Archive for June 2010


The Angst of the Dip

June 8th, 2010 — 11:07am

Recently I wrote about “The Dip” by Seth Godin. It’s a book about how every project goes through a dip, a time of being difficult and uncertain. We have to choose which projects to push through, and which to wisely abandon.

I am experiencing one of those dips up and close and personal right now. When I got my iPad I got pretty infatuated with it and I decided, that’s it, I gotta learn how to wrote apps for these things. So I bought a couple of books on learning the technology, and I spent the money to get a mac computer, required for the development process.

I dove into all the learning curves and had a fantastic, nerdy time figuring it all out. I decided to write a personal time tracking application as my learning project, with a belief that it would be useful and marketable as well. The coaching program I’m in assigns all new members to track everything they do with their time for a week and this app would make that task much easier. So I know at least a few people could use it.

I put the first test version of that app onto my own iPhone yesterday. Then the doubt set in. It’s cool. But is it really marketable? Will I ever sell enough copies to pay for the books I bought (let alone the mac I bought)? There are a few other apps on the app store that do similar things already. Can my approach to time analysis offer a significant advantage? Maybe I just got excited because I’m a nerd about technology stuff, and there’s no real payoff but fun and learning for me. Deep down, I’m probably most afraid of embarrassing myself by getting irrationally excited about something that doesn’t have any real potential.

There it is. The dip, with all its doubts. And the doubts may very well be right.

On the other hand, the app might be really useful to people who are looking to get a handle on their time. If people find it helpful, it might sell enough to make my nerdy learning project profitable, not just fun. I’ve felt the pressure of the dip on every endeavor I’ve tried before. Some of them failed, some of them succeeded in big ways. What to do, what to do.

My advice (to myself and anyone else feeling the agnst of the dip):

First, resist the fear of embarrassing failure as much as you can.
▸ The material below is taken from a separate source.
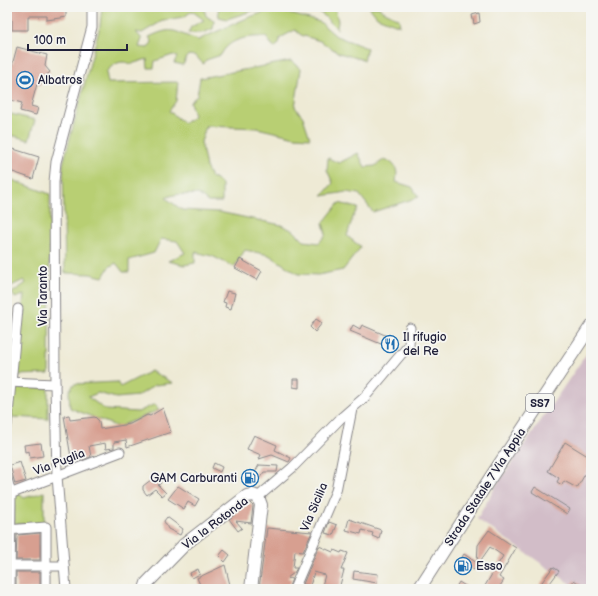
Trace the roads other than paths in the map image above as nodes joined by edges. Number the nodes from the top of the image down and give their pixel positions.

It’s a strong instinct, but not actually dangerous.

Second:

  • if there is any reasonable chance of a worthwhile result,
  • and if the worst-case downside is an acceptable risk (i.e. it won’t bankrupt you if it fails)
  • and if the project does not take you away from something else with clearly superior potential,
  • then, pursue the project in the smallest-scale way that will get you to proof-of-concept.

I’ll let you know in a few weeks if I was brave enough (or maybe foolish enough) to follow my own advice.

The Extrapolation Assumption

June 7th, 2010 — 10:10am

Which would you rather have: 3 scoops of ice cream on Monday, 2 scoops on Tuesday, and 1 scoop on Wednesday, or the reverse, 1 scoop on Monday, 2 scoops on Tuesday, and 3 scoops on Wednesday?

Researchers who study intertemporal decision making (decisions involving a span of time) find that most people prefer the second case, with ascending rewards. Interestingly, this is not the purely rational choice. Receiving the extra ice cream earlier is slightly superior if the goal is maximum benefit, because there is some risk of interruption in the plan before Wednesday. For example, I could get hit by a bus, get sick, the ice cream supply could run out, etc.

One reason for our tendency to choose the ascending sequence is that we prefer to look forward to things getting better rather than dread things getting worse. (I know, dread is a strong word for ice cream, but I can’t think of a word that means mild dread. Word lovers, leave me a comment.)

But another reason for our irrational choice, one I didn’t guess, is that we tend to automatically and subconsciously extrapolate the trend into the future. We include in our mental calculation some assumption that we might get 4 scoops on Thursday in the ascending sequence, and 0 scoops on Thursday in the descending sequence.

I suppose this mental habit is often useful, since many trends do continue into the future. But this mental habit of making decisions based on the assumption that the observed trend will continue also leads to things like economy-destabilizing housing bubbles and bad business decisions. When data is available to rationally evaluate the probability that the trend will continue, be aware of the subconscious tendency to assume, and take a look at the data.